Voters in modern democracies, such as the United States and Germany, have long held the power to take from the rich, give to the poor and erase the huge economic inequalities that separate the vast majority of a nation’s citizens from its super-wealthy elites.
But given the chance to play Robin Hood, most people in these countries show little interest in making dramatic wealth transfers, choosing to redistribute only about 12 percent of all funds available to reduce inequities between rich and poor, suggests a new experimental study published March 19 in the Proceedings of the National Academy of Sciences.
“Participants in our experiment were willing to tolerate a considerable degree of inequality even in a setting where they have full control over the final distribution of wealth and there are no costs to redistribution,” said study co-author Michael Bechtel, associate professor of political science in Arts & Sciences at Washington University in St. Louis.
Co-authored with political scientists Roman Liesch of the University of St. Gallen in Switzerland and Kenneth Scheve of Stanford University, the study is among the first to examine how individuals change the distribution of wealth when confronted with clear-cut cases of favorable and unfavorable economic inequality.
Based on a randomized experiment conducted on a representative sample of about 5,000 adults in Germany and the United States, findings suggest that quirks of human behavior may explain why voters in democracies have been unable to reverse the soaring economic inequalities now fueling political polarization and extremism around the globe.
“A key finding in our study is that individuals are also divided over how to respond to scenarios in which they are richer than another person and scenarios in which they are poorer,” Liesch said. “Those who take from the rich do not also tend to give to the poor and individuals who give to the poor do not tend to take from the rich.”

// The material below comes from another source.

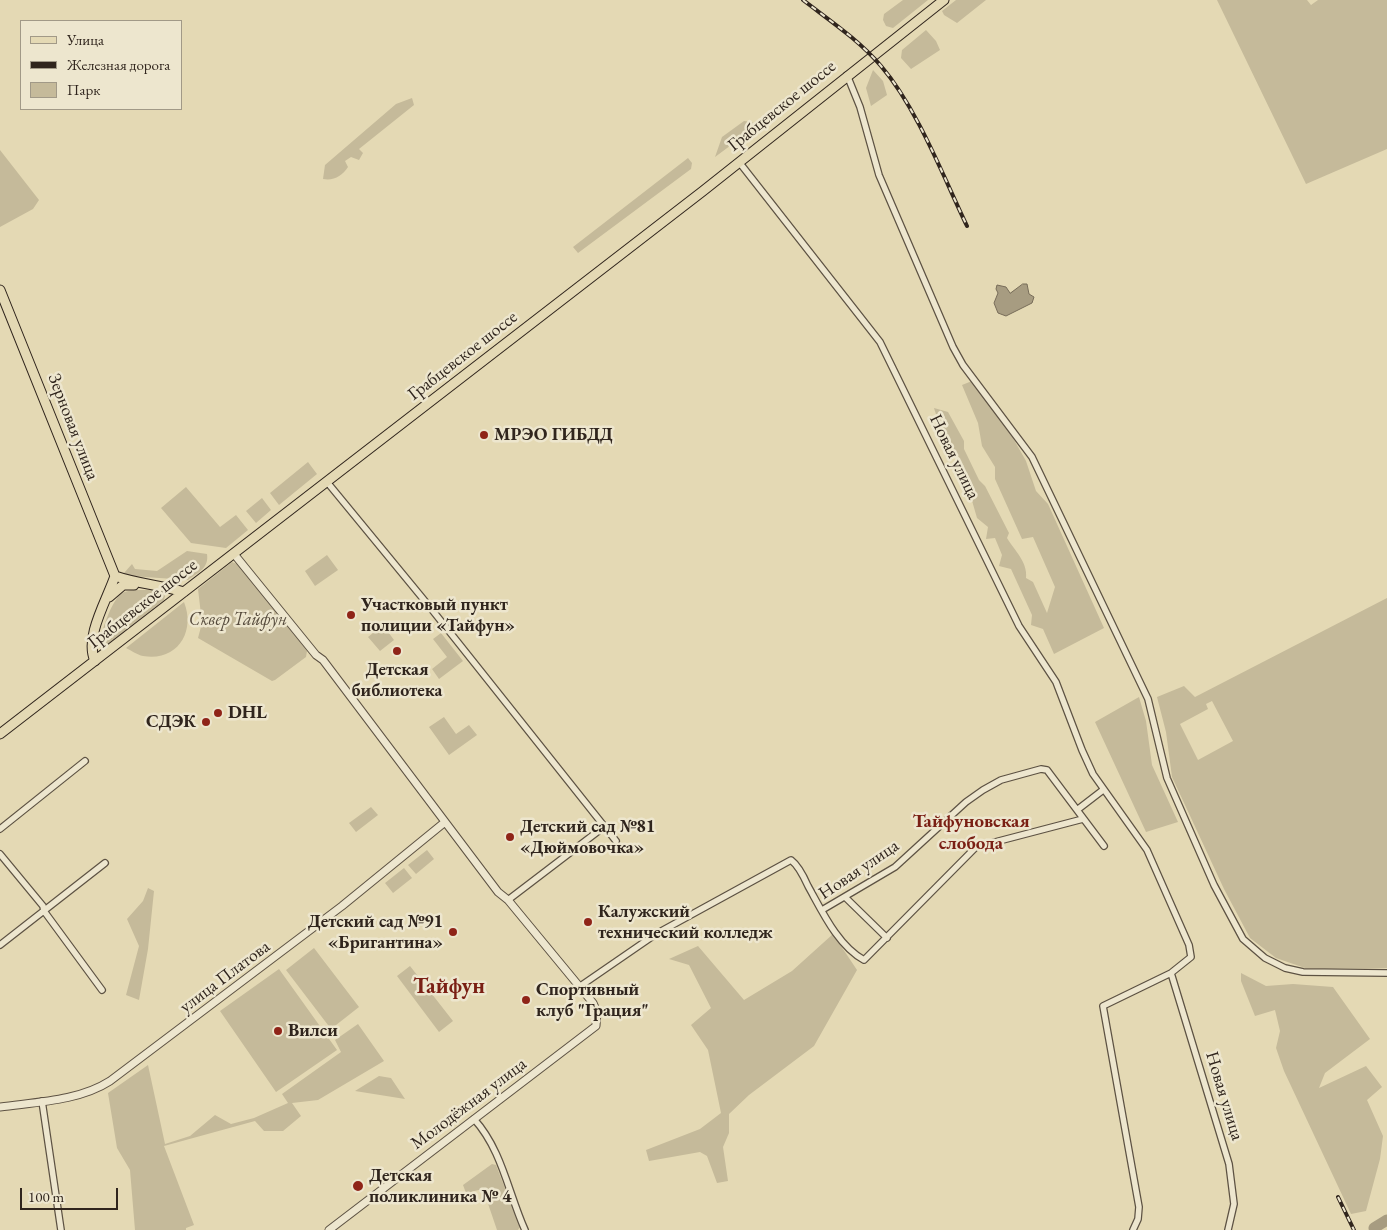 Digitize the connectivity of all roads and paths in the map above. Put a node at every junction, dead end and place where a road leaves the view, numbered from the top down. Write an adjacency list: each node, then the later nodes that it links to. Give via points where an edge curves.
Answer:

Study participants were randomly selected through a raffle process to receive a pair of Amazon gift cards with designated values of $25, $50 or $75. Told which of the cards was their own, participants were then offered the option of using a “give-or-take” slide bar to transfer funds to or from the other card.
“Our findings show that when individuals are exposed to inequality and given the chance to equalize wealth, many still refrain from doing so,” said Scheve, a professor of political science at Stanford University. “We also found that this behavior predicts in meaningful ways whether an individual supports heavy taxes on the rich and the provision of welfare benefits for the poor.”
Other recent research, including a popular 2011 study by Michael I. Norton and Dan Ariely, has argued that economic inequalities persist because the poor have a skewed sense of their relative position within a nation’s income distribution — they don’t consider themselves to be especially poor and don’t believe economic inequalities to be that great.
The assumption here, Bechtel said, seems to be that if voters knew the true level of inequality, they would remove it. However, the study’s results suggest that this is not the case.
“In our experiment, there is no misperception of relative wealth,” Scheve said. “Individuals know exactly how the value of their Amazon card compares to the other respondent’s gift card, and they can fully remove inequality by giving to or taking from the other respondent.”
Surprisingly, in a scenario where cardholders have the power to transfer every cent of someone else’s card to themselves, most take only a small fraction of the funds available.
The authors also found that the people most likely to take funds from a wealthier cardholder are often unwilling to pass their own funds along to a poorer cardholder. Conversely, people most willing to share their money with poorer cardholders are less likely to take funds from those richer than themselves.
“This suggests that inequality persists in part because individuals are not averse enough to inequality. And because the aversion to favorable and unfavorable inequality is distributed in ways that make it difficult to marshal the level of public support needed to implement the type of ‘Robin Hood’ policies — taking from the rich and giving it to the poor — that would be most effective at reducing inequality,” Bechtel said.
By providing a methodology to measure individual differences in willingness to redistribute wealth, the study offers a tool to gauge the likelihood that voters in a particular nation would support and enact progressive wealth redistribution programs.
In this study, German participants were more willing to reduce favorable and unfavorable inequality than Americans, and this tendency corresponds well with existing differences in real-life wealth transfer programs now in place in these countries.
Without tax transfers and other wealth distribution programs, both nations would have similar levels of poverty (32 percent in the U.S. and 36 percent in Germany). However, using various progressive social programs, Germany reduces its poverty rate by 20 percent, compared with a reduction of only 8 percent for similar programs in the United States.
The authors believe their experimental results on how citizens respond to inequality in the United States and Germany also may explain both political support for and the actual level of government redistribution in other countries.